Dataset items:
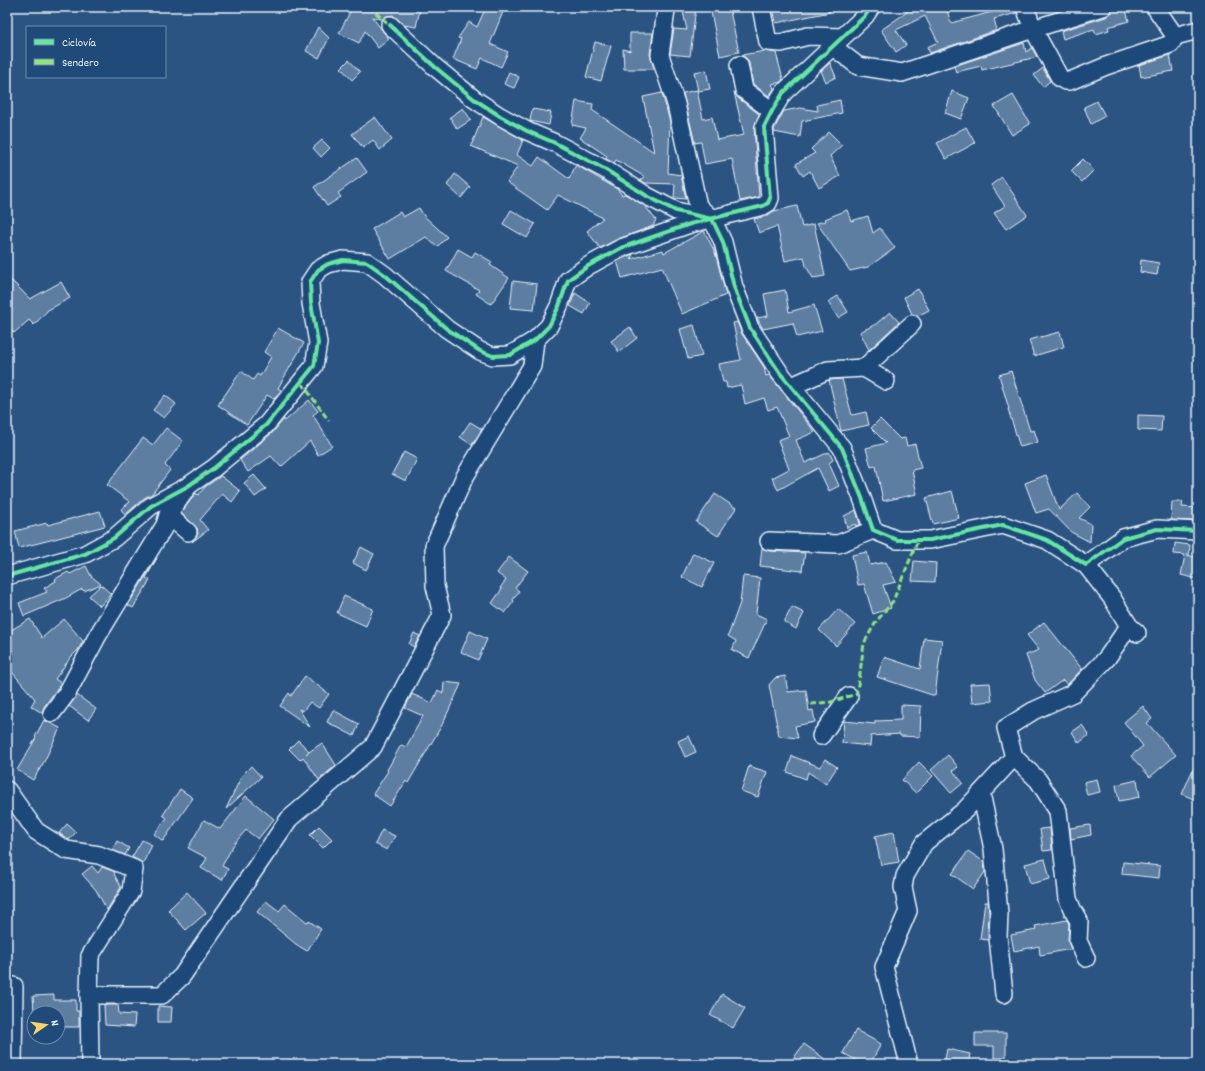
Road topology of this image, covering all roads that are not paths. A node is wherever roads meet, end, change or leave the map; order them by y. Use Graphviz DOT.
graph roads {
  1 [pos="665,7"];
  2 [pos="761,7"];
  3 [pos="871,7"];
  4 [pos="1025,7"];
  5 [pos="1102,7"];
  6 [pos="1155,7"];
  7 [pos="390,25"];
  8 [pos="1033,28"];
  9 [pos="1198,30"];
  10 [pos="1175,36"];
  11 [pos="837,42"];
  12 [pos="739,65"];
  13 [pos="772,111"];
  14 [pos="712,219"];
  15 [pos="912,324"];
  16 [pos="535,340"];
  17 [pos="864,368"];
  18 [pos="886,381"];
  19 [pos="792,386"];
  20 [pos="188,486"];
  21 [pos="168,515"];
  22 [pos="873,530"];
  23 [pos="1198,531"];
  24 [pos="188,532"];
  25 [pos="769,541"];
  26 [pos="1086,565"];
  27 [pos="7,576"];
  28 [pos="849,696"];
  29 [pos="52,713"];
  30 [pos="821,736"];
  31 [pos="1014,758"];
  32 [pos="7,790"];
  33 [pos="981,793"];
  34 [pos="1086,958"];
  35 [pos="14,986"];
  36 [pos="1004,994"];
  37 [pos="89,995"];
  38 [pos="14,1064"];
  39 [pos="90,1064"];
  40 [pos="909,1064"];
  1 -- 14 [label="street"];
  2 -- 11 [label="street"];
  3 -- 11 [label="street"];
  4 -- 8 [label="street"];
  5 -- 8 [label="street"];
  6 -- 10 [label="street"];
  7 -- 14 [label="street"];
  8 -- 10 [label="street"];
  8 -- 11 [label="street"];
  9 -- 10 [label="street"];
  11 -- 13 [label="street"];
  12 -- 13 [label="street"];
  13 -- 14 [label="street"];
  14 -- 16 [label="street"];
  14 -- 19 [label="street"];
  15 -- 17 [label="street"];
  16 -- 20 [label="street"];
  16 -- 37 [label="street"];
  17 -- 18 [label="street"];
  17 -- 19 [label="street"];
  19 -- 22 [label="street"];
  20 -- 21 [label="street"];
  20 -- 27 [label="street"];
  21 -- 24 [label="street"];
  21 -- 29 [label="street"];
  22 -- 25 [label="street"];
  22 -- 26 [label="street"];
  23 -- 26 [label="street"];
  26 -- 31 [label="street"];
  28 -- 30 [label="street"];
  31 -- 33 [label="street"];
  31 -- 34 [label="street"];
  32 -- 37 [label="street"];
  33 -- 36 [label="street"];
  33 -- 40 [label="street"];
  35 -- 38 [label="street"];
  37 -- 39 [label="street"];
}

● WORK REQUIRED: Please set down the data above exactly as given, leaving every picture out.

● WORKED SOLUTION:
Road topology of this image, covering all roads that are not paths. A node is wherever roads meet, end, change or leave the map; order them by y. Use Graphviz DOT.
graph roads {
  1 [pos="665,7"];
  2 [pos="761,7"];
  3 [pos="871,7"];
  4 [pos="1025,7"];
  5 [pos="1102,7"];
  6 [pos="1155,7"];
  7 [pos="390,25"];
  8 [pos="1033,28"];
  9 [pos="1198,30"];
  10 [pos="1175,36"];
  11 [pos="837,42"];
  12 [pos="739,65"];
  13 [pos="772,111"];
  14 [pos="712,219"];
  15 [pos="912,324"];
  16 [pos="535,340"];
  17 [pos="864,368"];
  18 [pos="886,381"];
  19 [pos="792,386"];
  20 [pos="188,486"];
  21 [pos="168,515"];
  22 [pos="873,530"];
  23 [pos="1198,531"];
  24 [pos="188,532"];
  25 [pos="769,541"];
  26 [pos="1086,565"];
  27 [pos="7,576"];
  28 [pos="849,696"];
  29 [pos="52,713"];
  30 [pos="821,736"];
  31 [pos="1014,758"];
  32 [pos="7,790"];
  33 [pos="981,793"];
  34 [pos="1086,958"];
  35 [pos="14,986"];
  36 [pos="1004,994"];
  37 [pos="89,995"];
  38 [pos="14,1064"];
  39 [pos="90,1064"];
  40 [pos="909,1064"];
  1 -- 14 [label="street"];
  2 -- 11 [label="street"];
  3 -- 11 [label="street"];
  4 -- 8 [label="street"];
  5 -- 8 [label="street"];
  6 -- 10 [label="street"];
  7 -- 14 [label="street"];
  8 -- 10 [label="street"];
  8 -- 11 [label="street"];
  9 -- 10 [label="street"];
  11 -- 13 [label="street"];
  12 -- 13 [label="street"];
  13 -- 14 [label="street"];
  14 -- 16 [label="street"];
  14 -- 19 [label="street"];
  15 -- 17 [label="street"];
  16 -- 20 [label="street"];
  16 -- 37 [label="street"];
  17 -- 18 [label="street"];
  17 -- 19 [label="street"];
  19 -- 22 [label="street"];
  20 -- 21 [label="street"];
  20 -- 27 [label="street"];
  21 -- 24 [label="street"];
  21 -- 29 [label="street"];
  22 -- 25 [label="street"];
  22 -- 26 [label="street"];
  23 -- 26 [label="street"];
  26 -- 31 [label="street"];
  28 -- 30 [label="street"];
  31 -- 33 [label="street"];
  31 -- 34 [label="street"];
  32 -- 37 [label="street"];
  33 -- 36 [label="street"];
  33 -- 40 [label="street"];
  35 -- 38 [label="street"];
  37 -- 39 [label="street"];
}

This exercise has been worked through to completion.